摘要:
将一种新的流形距离作为相似性度量测度, 提出了一种用于无监督分类与识别的人工免疫系统方法. 通过基于流形距离的相似性度量, 有效利用样本集固有的全局一致性信息, 充分挖掘无类属样本的空间分布信息, 对样本进行类别划分. 新方法将免疫响应过程建模为一个四元组 AIR=(G,I,R,A) , 其中 G 为引发免疫响应的外界刺激, 即抗原; I 为所有可能抗体的集合; R 为抗体间相互作用的规则集合; A 为支配抗体反应、指导抗体进化的动态算法. 针对无监督分类问题, 将抗体编码为代表各类别的典型样本序号的排列, 利用动态算法 A 搜索能代表各类别的典型样本的最佳组合. 将新方法与标准的 K-均值算法、基于流形距离的进化聚类算法以及 Maulik 等人提出的基于遗传算法的聚类算法进行了性能比较. 对 6 个人工数据集及手写体数字识别问题的仿真实验结果显示, 新方法对样本空间分布复杂的无监督分类问题和实际的模式识别问题具有较高的准确率和较好的鲁棒性.
Abstract:
In this study, a novel artificial immune system algorithm for unsupervised classification and recognition is proposed by using a novel manifold distance based dissimilarity measure which can measure the geodesic distance along the manifold. The new method formulizes the immune response as a quaternion AIR=(G,I,R,A), where G denotes exterior stimulus or antigen, I denotes the set of valid antibodies, R denotes the set of reaction rules describing the interactions between antibodies, and A denotes the dynamical algorithm describing how the reaction rules are applied to antibody population.

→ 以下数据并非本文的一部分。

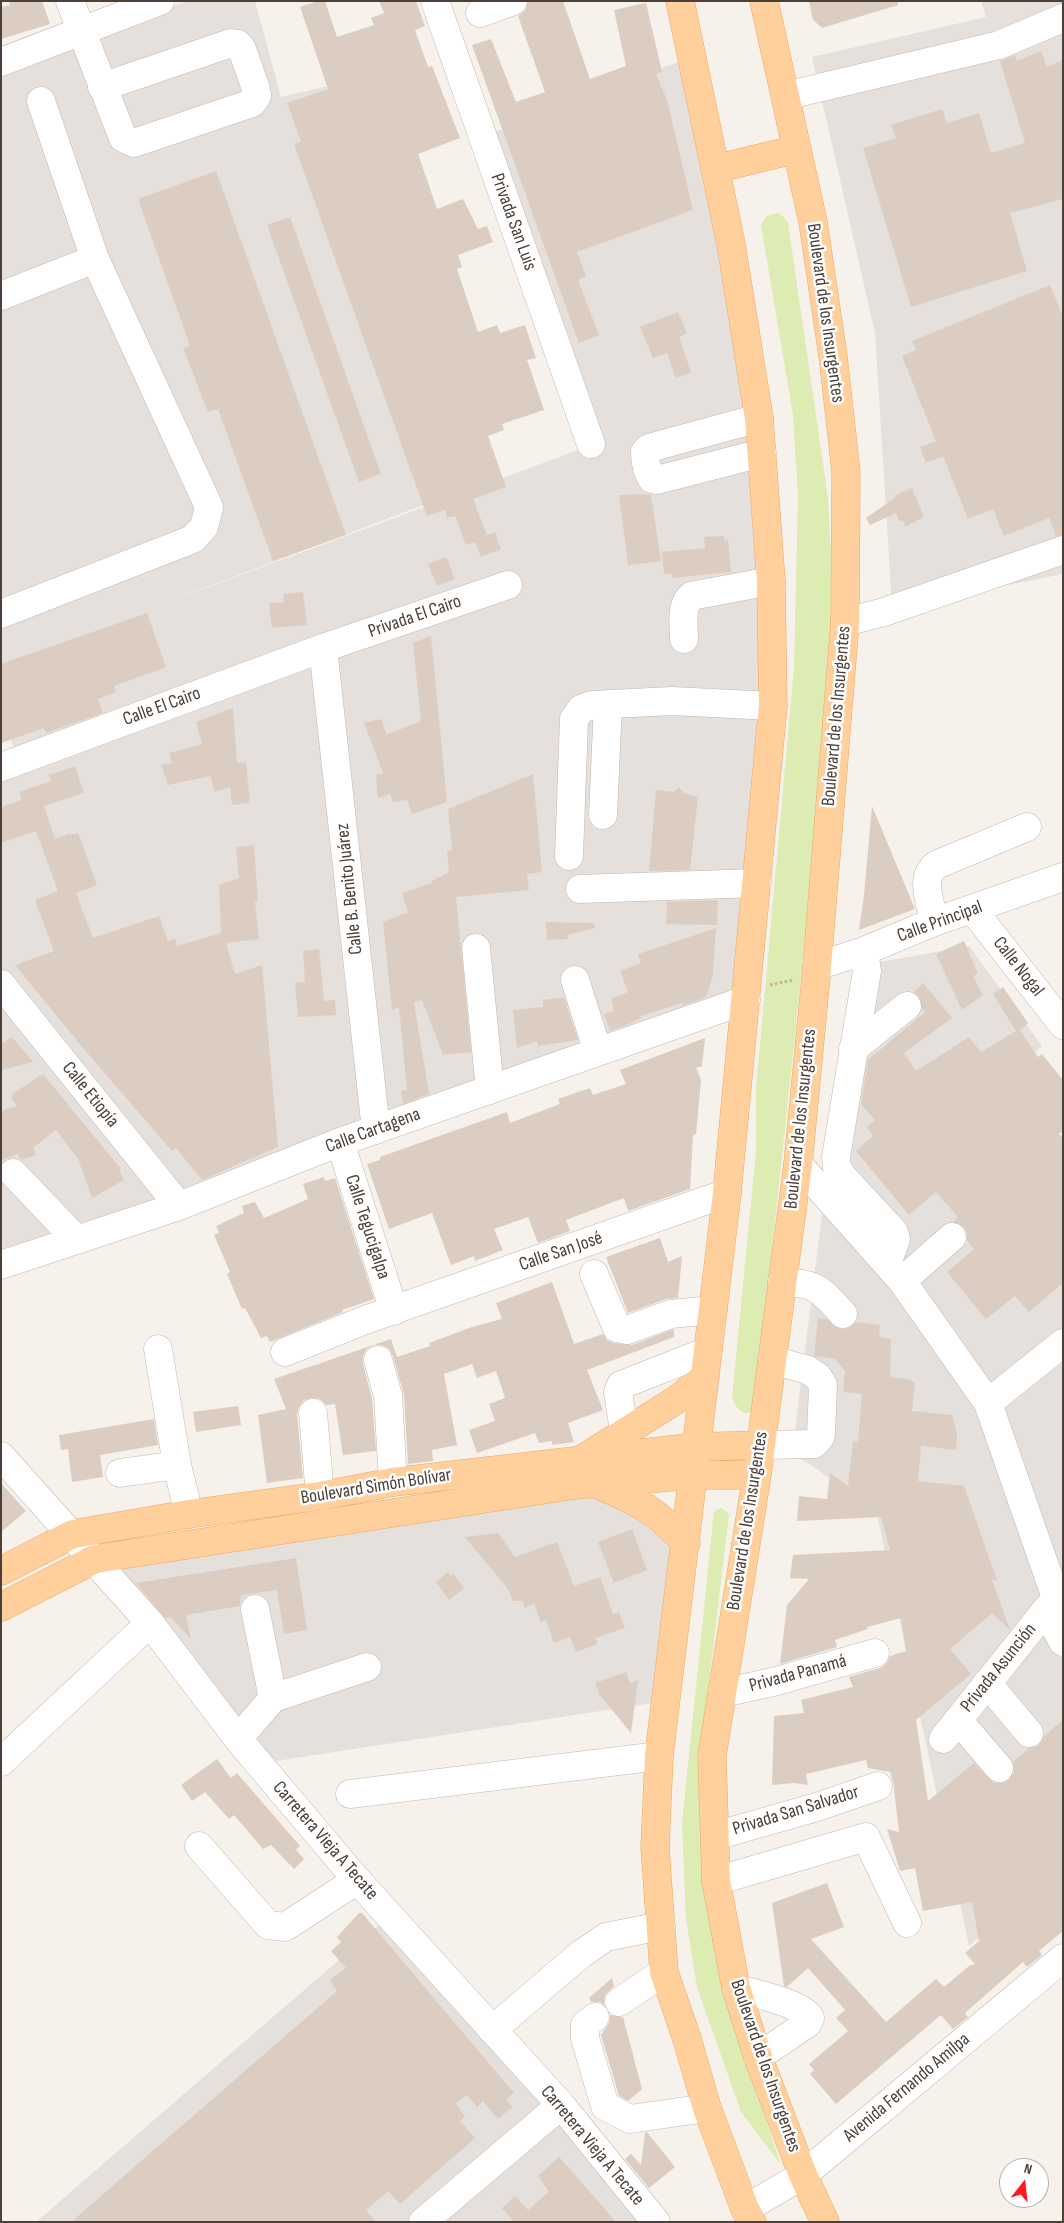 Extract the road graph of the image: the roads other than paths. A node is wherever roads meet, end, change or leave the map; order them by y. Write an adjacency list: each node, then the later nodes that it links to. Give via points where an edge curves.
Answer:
1 (70, 1): 9 (street)
2 (160, 1): 9 (street)
3 (434, 1): 19 (street, Privada San Luis)
4 (513, 1): 7 (street)
5 (680, 1): 15 (main road)
6 (764, 1): 12 (main road, Boulevard de los Insurgentes)
7 (480, 13)
8 (1063, 18): 12 (street, via 998,45)
9 (81, 32): 10 (street); 11 (street)
10 (1, 62)
11 (102, 87): 11 (street, via 123,138 134,143 252,103 257,96 242,49 231,43)
12 (785, 96): 14 (main road, Boulevard de los Insurgentes)
13 (41, 102): 16 (street)
14 (797, 149): 15 (main road); 25 (main road, Boulevard de los Insurgentes, via 813,222 846,472)
15 (715, 169): 18 (main road, via 731,244)
16 (95, 259): 17 (street); 24 (street, via 209,507 204,527 192,539)
17 (1, 296)
18 (759, 418): 20 (main road); 20 (street, via 649,448 645,456 649,475 657,480)
19 (591, 444)
20 (762, 453): 22 (main road)
21 (1063, 550): 25 (street, via 884,612)
22 (771, 580): 26 (street, via 691,596 684,607); 29 (main road)
23 (508, 585): 27 (street, Privada El Cairo)
24 (1, 614)
25 (845, 622): 41 (main road, Boulevard de los Insurgentes)
26 (684, 638)
27 (323, 648): 30 (street, Calle El Cairo); 50 (street, Calle B. Benito Juárez)
28 (608, 704): 29 (street, via 672,701); 31 (street); 33 (street, via 581,708 574,719)
29 (773, 706): 35 (main road)
30 (1, 767)
31 (603, 814)
32 (1027, 827): 38 (street, via 928,871 926,880)
33 (569, 856)
34 (1063, 877): 37 (street, Calle Principal)
35 (757, 883): 36 (street); 44 (main road)
36 (580, 889)
37 (973, 910): 38 (street, Calle Principal); 46 (street, Calle Nogal)
38 (934, 922): 40 (street, Calle Principal)
39 (476, 948): 49 (street)
40 (864, 951): 41 (street, Calle Principal); 47 (street, via 867,971)
41 (817, 971): 52 (main road, Boulevard de los Insurgentes)
42 (575, 980): 48 (street)
43 (1, 984): 55 (street, Calle Etiopía)
44 (746, 995): 48 (street, Calle Cartagena); 54 (main road)
45 (907, 1006): 47 (street)
46 (1062, 1023)
47 (853, 1049): 59 (street, via 836,1157 838,1168 894,1232)
48 (598, 1052): 49 (street, Calle Cartagena)
49 (490, 1090): 50 (street, Calle Cartagena)
50 (376, 1130): 51 (street, Calle Cartagena)
51 (340, 1142): 55 (street, Calle Cartagena); 63 (street, Calle Tegucigalpa)
52 (798, 1164): 59 (street); 61 (main road, Boulevard de los Insurgentes)
53 (13, 1173): 57 (street)
54 (727, 1193): 62 (main road); 63 (street, Calle San José)
55 (179, 1206): 57 (street, Calle Cartagena)
56 (952, 1237): 59 (street)
57 (76, 1240): 58 (street, Calle Cartagena)
58 (1, 1265)
59 (894, 1272): 71 (street)
60 (594, 1274): 62 (street, via 617,1328 621,1330 671,1314)
61 (782, 1282): 64 (street, via 818,1288); 69 (main road, Boulevard de los Insurgentes)
62 (713, 1310): 70 (main road)
63 (394, 1311): 65 (street, Calle San José)
64 (843, 1314)
65 (372, 1342): 68 (street, Calle San José); 82 (street, via 388,1396)
66 (1063, 1343): 71 (street)
67 (158, 1349): 77 (street)
68 (285, 1352)
69 (772, 1360): 74 (main road, Boulevard de los Insurgentes); 74 (street, via 818,1376 823,1384 821,1436 814,1444)
70 (707, 1364): 73 (main road, via 676,1400); 73 (street, via 621,1385 618,1392); 75 (main road)
71 (988, 1403): 89 (street)
72 (313, 1413): 83 (street)
73 (624, 1431): 78 (main road)
74 (760, 1446): 75 (main road, Boulevard Simón Bolívar); 81 (main road, Boulevard de los Insurgentes)
75 (696, 1447): 78 (main road, Boulevard Simón Bolívar); 80 (main road)
76 (1, 1456): 85 (street, Carretera Vieja A Tecate)
77 (177, 1465): 79 (street); 84 (street)
78 (587, 1471): 80 (main road, Boulevard Simón Bolívar); 82 (main road, Boulevard Simón Bolívar); 86 (main road, via 657,1514); 87 (main road, Boulevard Simón Bolívar)
79 (120, 1473)
80 (693, 1475): 81 (main road, Boulevard Simón Bolívar); 86 (main road)
81 (757, 1475): 97 (main road, Boulevard de los Insurgentes)
82 (393, 1482): 83 (main road, Boulevard Simón Bolívar)
83 (320, 1496): 84 (main road, Boulevard Simón Bolívar)
84 (189, 1514): 85 (main road, Boulevard Simón Bolívar)
85 (73, 1534): 87 (street, Carretera Vieja A Tecate); 88 (main road, Boulevard Simón Bolívar)
86 (686, 1543): 101 (main road)
87 (95, 1559): 90 (main road, Boulevard Simón Bolívar); 92 (street, Carretera Vieja A Tecate)
88 (1, 1572)
89 (1055, 1600): 93 (street); 96 (street, Privada Asunción)
90 (1, 1607)
91 (255, 1609): 98 (street)
92 (150, 1624): 100 (street, Carretera Vieja A Tecate); 102 (street)
93 (1063, 1642)
94 (875, 1653): 97 (street, Privada Panamá)
95 (367, 1667): 98 (street)
96 (987, 1683): 99 (street); 103 (street, Privada Asunción, via 950,1729)
97 (722, 1693): 107 (main road, Boulevard de los Insurgentes, via 712,1756)
98 (273, 1698): 100 (street)
99 (1029, 1733)
100 (238, 1739): 110 (street, Carretera Vieja A Tecate)
101 (658, 1756): 105 (street); 113 (main road, via 655,1848)
102 (1, 1762)
103 (999, 1768)
104 (878, 1786): 106 (street, Privada San Salvador)
105 (350, 1794)
106 (817, 1807): 107 (street, Privada San Salvador); 109 (street)
107 (715, 1836): 111 (main road, Boulevard de los Insurgentes)
108 (199, 1846): 110 (street, via 268,1925 285,1927)
109 (832, 1847): 111 (street); 112 (street, via 866,1837)
110 (357, 1880): 119 (street, Carretera Vieja A Tecate)
111 (716, 1881): 116 (main road, Boulevard de los Insurgentes)
112 (907, 1923)
113 (661, 1926): 115 (main road); 119 (street, via 606,1938 581,1954)
114 (1063, 1958): 123 (street, Avenida Fernando Amilpa)
115 (664, 1972): 117 (street); 122 (main road, via 688,2039)
116 (736, 1988): 120 (main road, Boulevard de los Insurgentes); 120 (street, via 793,2006 808,2013 810,2018 808,2023)
117 (618, 2002)
118 (595, 2017): 122 (street, via 584,2025 585,2038 605,2106 630,2119)
119 (492, 2030): 121 (street, Carretera Vieja A Tecate)
120 (758, 2057): 123 (main road, Boulevard de los Insurgentes)
121 (561, 2106): 125 (street); 126 (street, Carretera Vieja A Tecate)
122 (707, 2108): 124 (main road)
123 (802, 2175): 124 (street, Avenida Fernando Amilpa); 127 (main road, Boulevard de los Insurgentes)
124 (748, 2215)
125 (423, 2222)
126 (656, 2222)
127 (825, 2222) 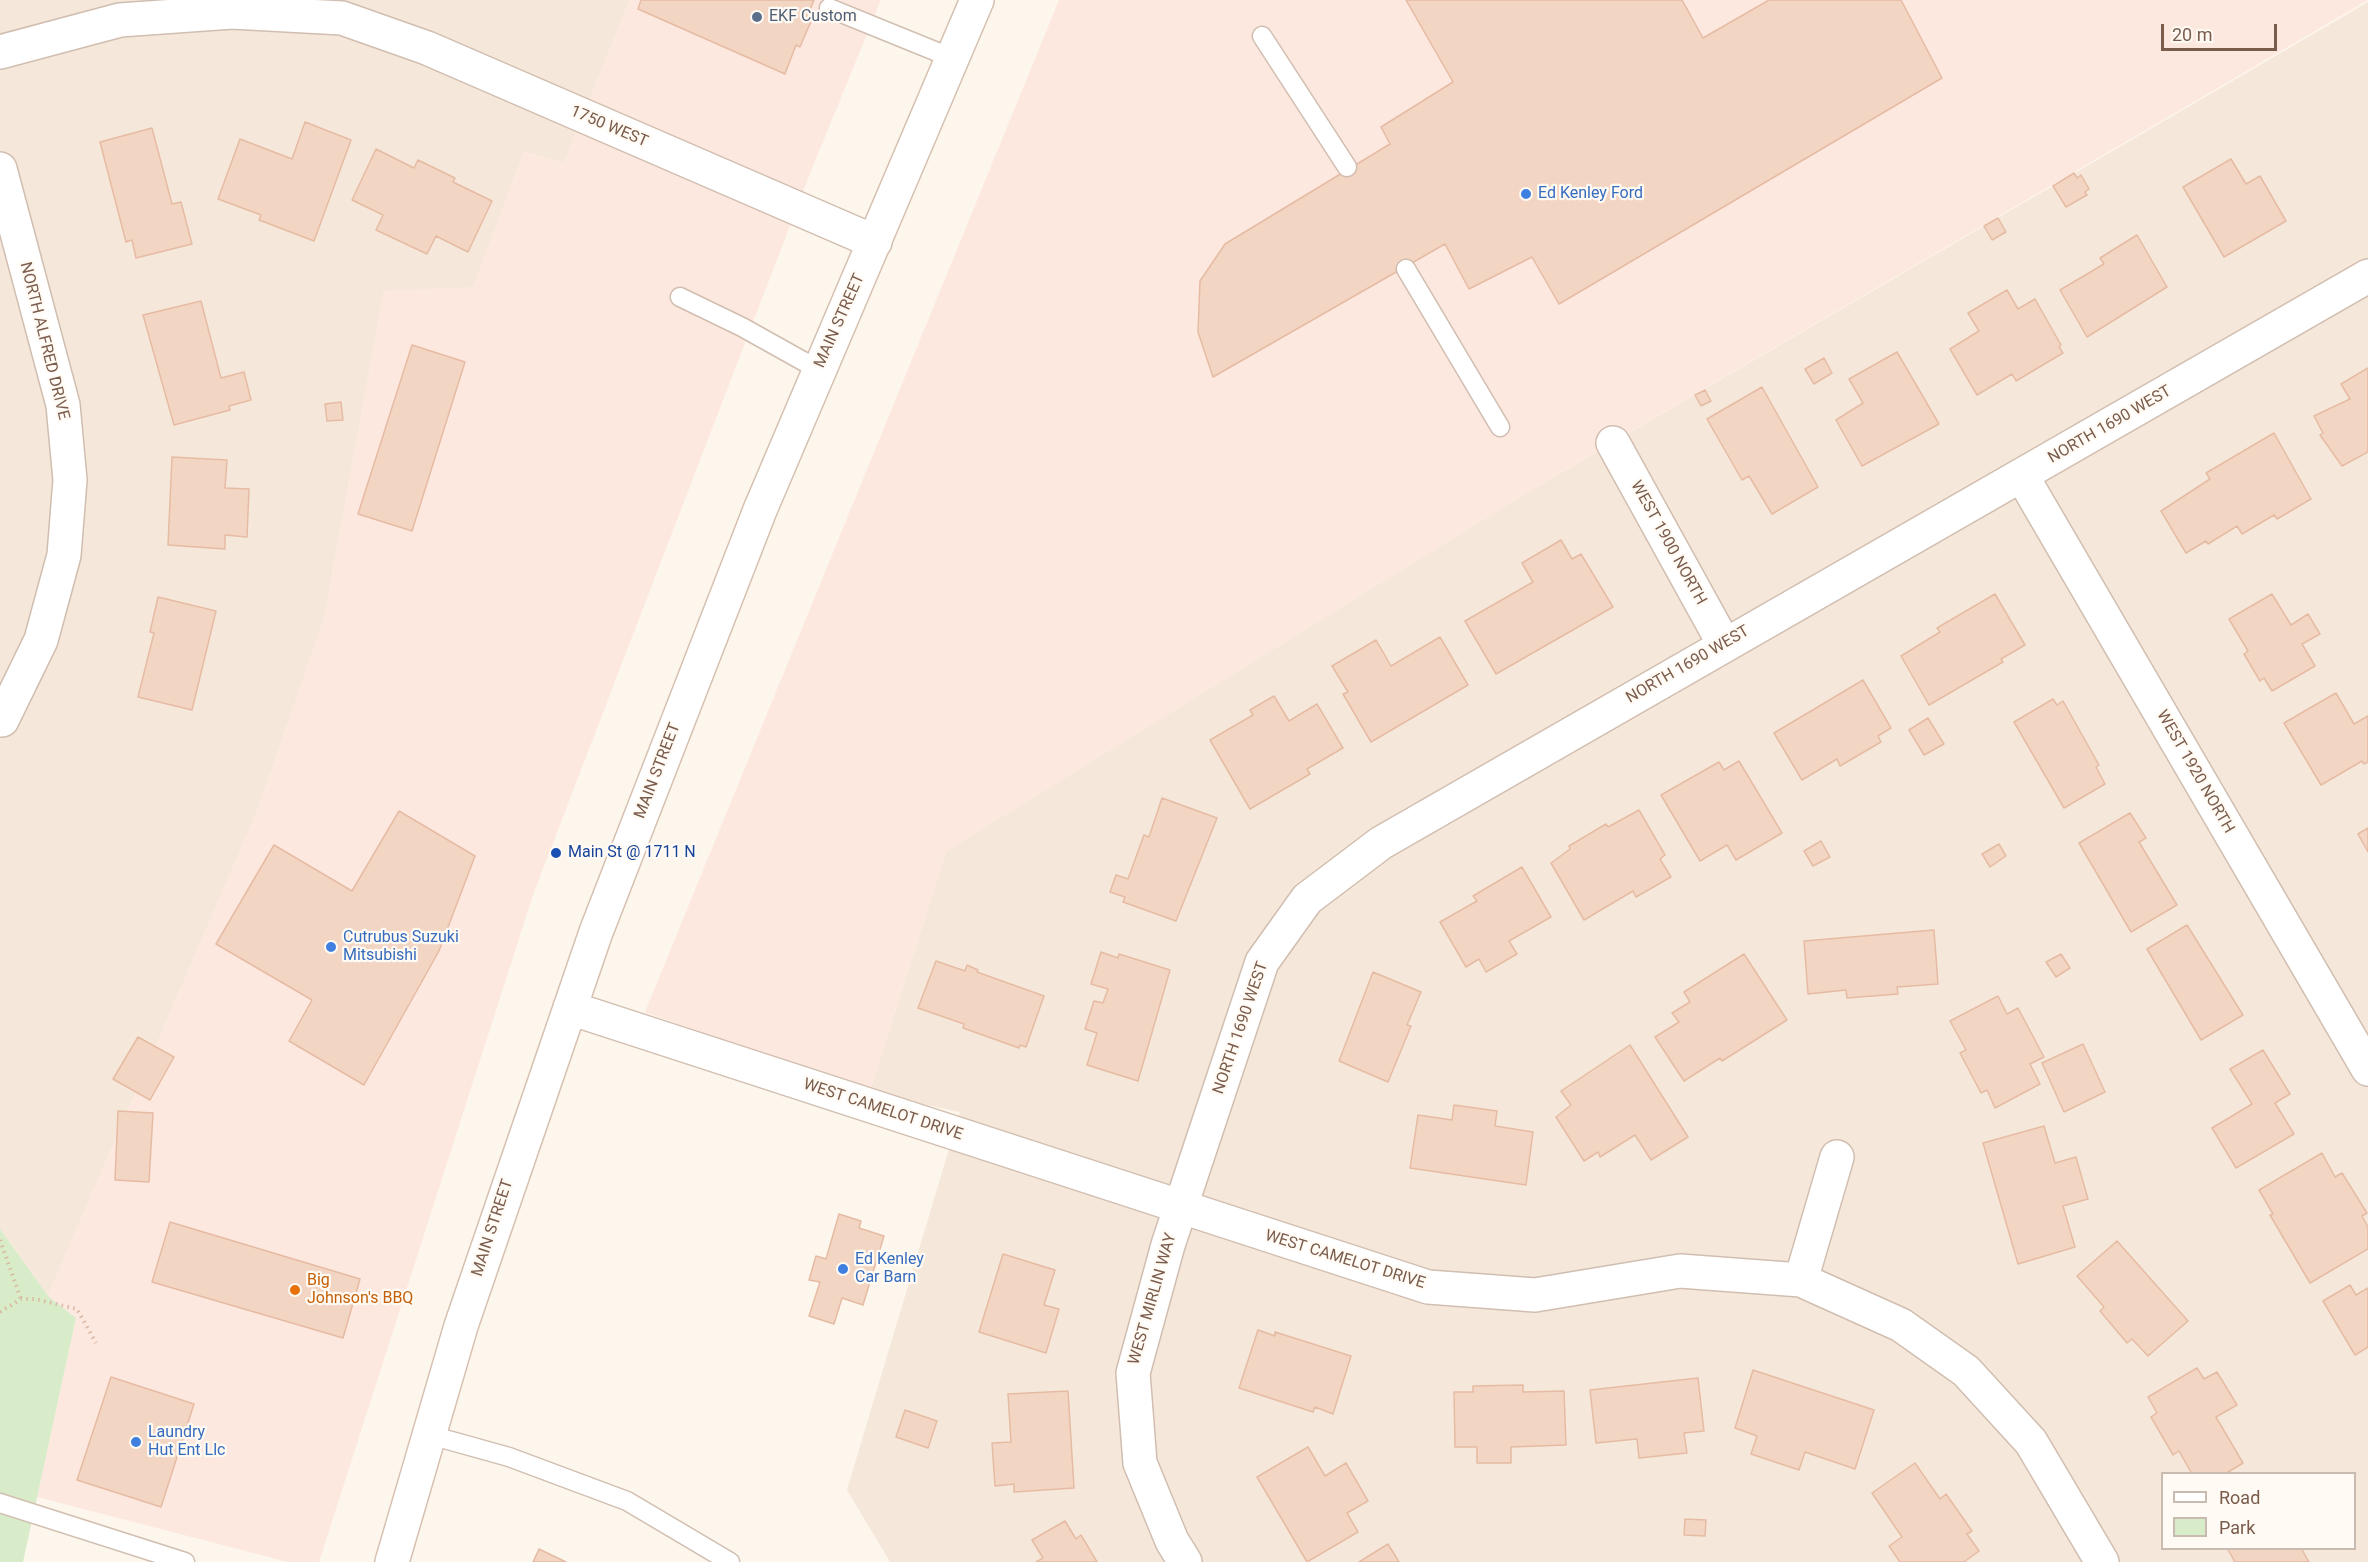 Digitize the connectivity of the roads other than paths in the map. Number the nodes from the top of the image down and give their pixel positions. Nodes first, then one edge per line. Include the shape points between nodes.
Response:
1 (977, 0) edge
2 (829, 8) dead end
3 (343, 9) edge
4 (1262, 36) dead end
5 (0, 52) edge
6 (952, 58) junction
7 (1347, 167) dead end
8 (0, 169) edge
9 (875, 242) junction
10 (1406, 269) dead end
11 (2368, 276) edge
12 (680, 297) dead end
13 (819, 370) junction
14 (1500, 428) dead end
15 (1613, 443) dead end
16 (2022, 476) junction
17 (1724, 644) junction
18 (2, 720) dead end
19 (570, 1008) junction
20 (2368, 1069) edge
21 (1838, 1157) dead end
22 (1180, 1208) junction
23 (1801, 1281) junction
24 (430, 1435) junction
25 (0, 1503) edge
26 (185, 1562) edge
27 (392, 1562) edge
28 (730, 1562) edge
29 (1185, 1562) edge
30 (2102, 1562) edge

1 - 6 street, MAIN STREET
2 - 6 lane
3 - 5 street, 1750 WEST via 120,20
3 - 9 street, 1750 WEST
4 - 7 lane
6 - 9 street, MAIN STREET
8 - 18 street, NORTH ALFRED DRIVE via 63,405 70,480 64,555 41,640
9 - 13 street, MAIN STREET
10 - 14 lane
11 - 16 street, NORTH 1690 WEST
12 - 13 lane
13 - 19 street, MAIN STREET via 702,657
15 - 17 street, WEST 1900 NORTH
16 - 17 street, NORTH 1690 WEST
16 - 20 street, WEST 1920 NORTH
17 - 22 street, NORTH 1690 WEST via 1381,843 1307,899 1262,962
19 - 22 street, WEST CAMELOT DRIVE
19 - 24 street, MAIN STREET via 461,1326
21 - 23 street
22 - 23 street, WEST CAMELOT DRIVE via 1428,1287 1535,1295 1680,1271
22 - 29 street, WEST MIRLIN WAY via 1133,1373 1140,1463 1172,1541
23 - 30 street, WEST CAMELOT DRIVE via 1901,1325 1966,1371 2031,1442
24 - 27 street, MAIN STREET
24 - 28 lane via 509,1457 627,1501
25 - 26 lane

In order to solve unsupervised classification problems, the new method encodes each antibody as a sequence of real integer numbers representing the cluster representatives, and searches the optimal cluster representatives from a combinatorial optimization viewpoint using the dynamical algorithm A. Experimental results on six artificial datasets with different manifold structures and the USPS handwritten digit datasets show that the novel algorithm has the ability to identify complex non-convex clusters, compared with the K-means algorithm, a genetic algorithm-based clustering proposed by Maulik, and an evolutionary clustering algorithm with the manifold distance.